Примерно то же в новелле «Локис» (1869). Совершилось страшное, противоестественное преступление - убийство графом своей молодой жены. Но Мериме опять не заканчивает на этом рассказ; он вводит дальше почти целую главу, посвященную лингвистическим вопросам - рассуждениям на тему о жмудском наречии, изучением которого занимается профессор, рассказчик этой новеллы.
Что означают подобные концовки? Какую цель они преследуют?
Это своеобразный прием «умолчания» о том самом важном и большом, что описано в рассказе. За этим умолчанием скрывается подлинная взволнованность автора, чувство ужаса, его оценка происшедшего. То, о чем рассказано в «Кармен», в «Ло-кисе» или в «Этрусской вазе», глубоко волнует, и автор избегает прямыми словами передавать это чувство. Он не хочет навязывать свои мнения и оценки, которые обычно скрывает или замаскировывает. Если бы автор стал говорить о том, как ужасно убийство Кармен, Юльки или Сен-Клера, он этим самым снизил бы впечатление. Резко переключая внимание на что-то другое, постороннее, он заставляет лучше вдуматься в происшедшее, вследствие чего само это событие как бы становится для читателя более ощутимым.

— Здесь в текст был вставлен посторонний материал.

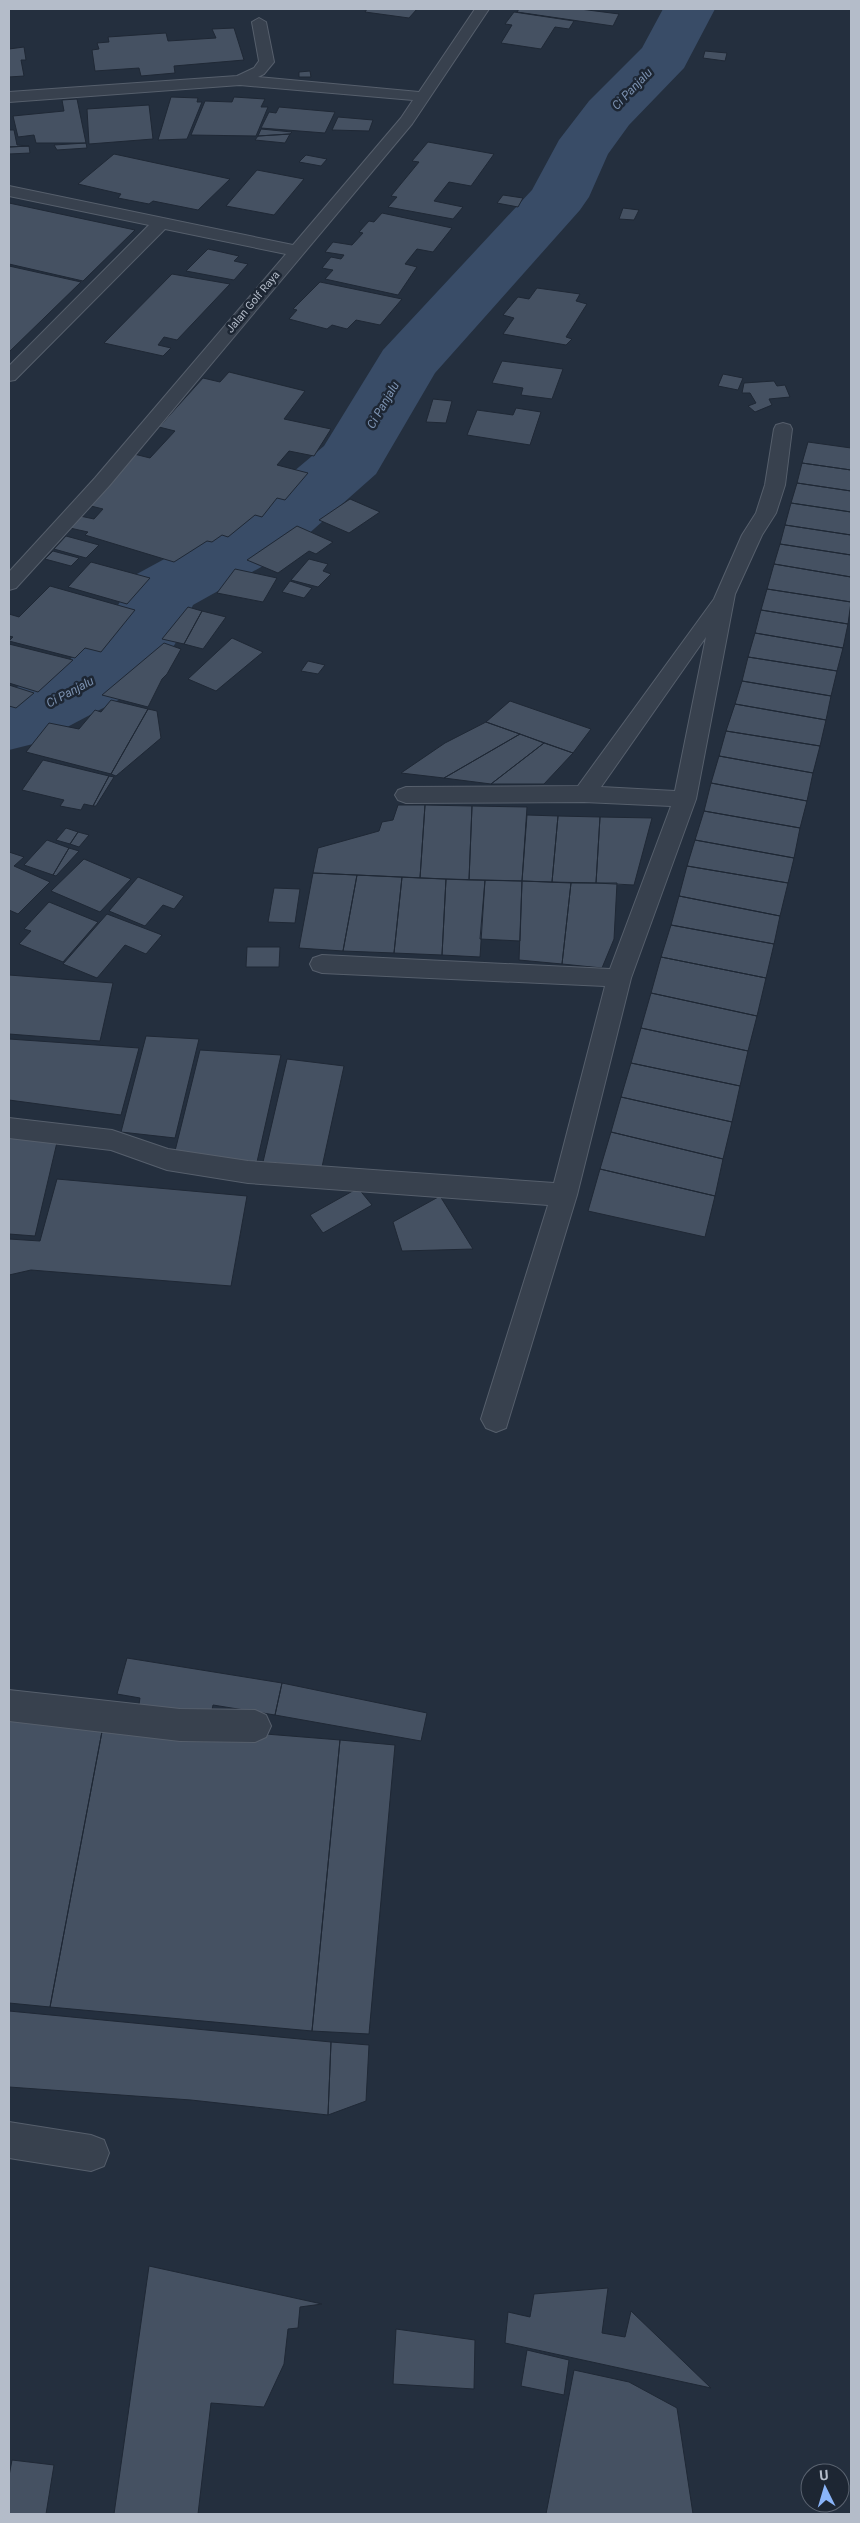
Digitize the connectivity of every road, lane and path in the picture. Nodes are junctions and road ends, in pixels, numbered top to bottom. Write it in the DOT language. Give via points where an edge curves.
graph roads {
  1 [pos="482,9"];
  2 [pos="259,22"];
  3 [pos="240,80"];
  4 [pos="425,96"];
  5 [pos="9,97"];
  6 [pos="9,191"];
  7 [pos="161,223"];
  8 [pos="296,251"];
  9 [pos="9,376"];
  10 [pos="783,429"];
  11 [pos="9,584"];
  12 [pos="725,594"];
  13 [pos="584,794"];
  14 [pos="406,795"];
  15 [pos="685,799"];
  16 [pos="322,964"];
  17 [pos="619,978"];
  18 [pos="9,1128"];
  19 [pos="564,1195"];
  20 [pos="496,1420"];
  21 [pos="9,1705"];
  22 [pos="255,1726"];
  23 [pos="9,2140"];
  24 [pos="92,2152"];
  1 -- 4 [label="street, Jalan Golf Raya"];
  2 -- 3 [label="street" via="267,62 259,71"];
  3 -- 4 [label="street"];
  3 -- 5 [label="street"];
  4 -- 8 [label="street, Jalan Golf Raya"];
  6 -- 7 [label="street"];
  7 -- 8 [label="street"];
  7 -- 9 [label="street"];
  8 -- 11 [label="street, Jalan Golf Raya" via="102,482"];
  10 -- 12 [label="street" via="775,485 766,513 752,535"];
  12 -- 13 [label="street"];
  12 -- 15 [label="street"];
  13 -- 14 [label="street"];
  13 -- 15 [label="street"];
  15 -- 17 [label="street"];
  16 -- 17 [label="street"];
  17 -- 19 [label="street"];
  18 -- 19 [label="street" via="112,1140 167,1159 248,1172"];
  19 -- 20 [label="street"];
  21 -- 22 [label="street" via="180,1725"];
  23 -- 24 [label="street"];
}
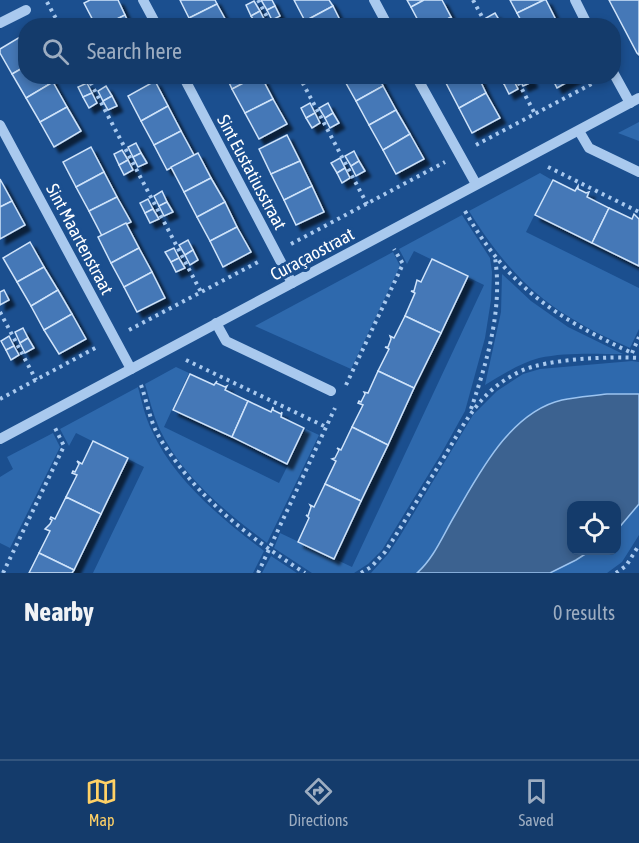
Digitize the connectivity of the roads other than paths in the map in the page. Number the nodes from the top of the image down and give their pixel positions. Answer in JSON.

Динамизм, драматичность и напряженность действия в новеллах Мериме определяют еще одну их своеобразную черту. Это - скудость описаний, в частности описаний природы. Мериме очень скуп на описания именно потому, что в центре его внимания всегда действие, драма, нарастание драматического конфликта. Описания играют лишь второстепенную роль.
Хотя действие его новелл развертывается нередко среди экзотической природы (Корсика, Испания, литовские леса), тем не менее Мериме ограничивается лишь сухим, как бы деловым описанием природы. В «Коломба» действие происходит в маки - в лесных чащах Корсики, - казалось бы, какие возможности для поэтического описания природы! Но даже и здесь все внимание сосредоточено на действии, на поступках героев, описаниям же уделяется очень мало места.
В связи с этим совершенно особое значение в новеллах Мериме приобретает деталь, отдельный небольшой штрих, который часто заменяет пространные описания и характеристики. В конце рассказа «Арсена Гийо» автор сообщает о том, что мадам де Пьен после борьбы с собой уступила своему чувству к Максу и пренебрегла моралью светского общества, тем самым доказав справедливость морали Арсены. Но то, что произошло с мадам де Пьен уже после смерти Арсены, дано всего одним штрихом. На памятнике Арсены кто-то карандашом написал: «Бедная Арсена, она молится за нас». И вот это «за нас», это множественное число говорит о том, что писали двое, и эти двое - мадам де Пьен и ее возлюбленный. Вся послеистория героев (Nachgeschichte) раскрывается в этой детали.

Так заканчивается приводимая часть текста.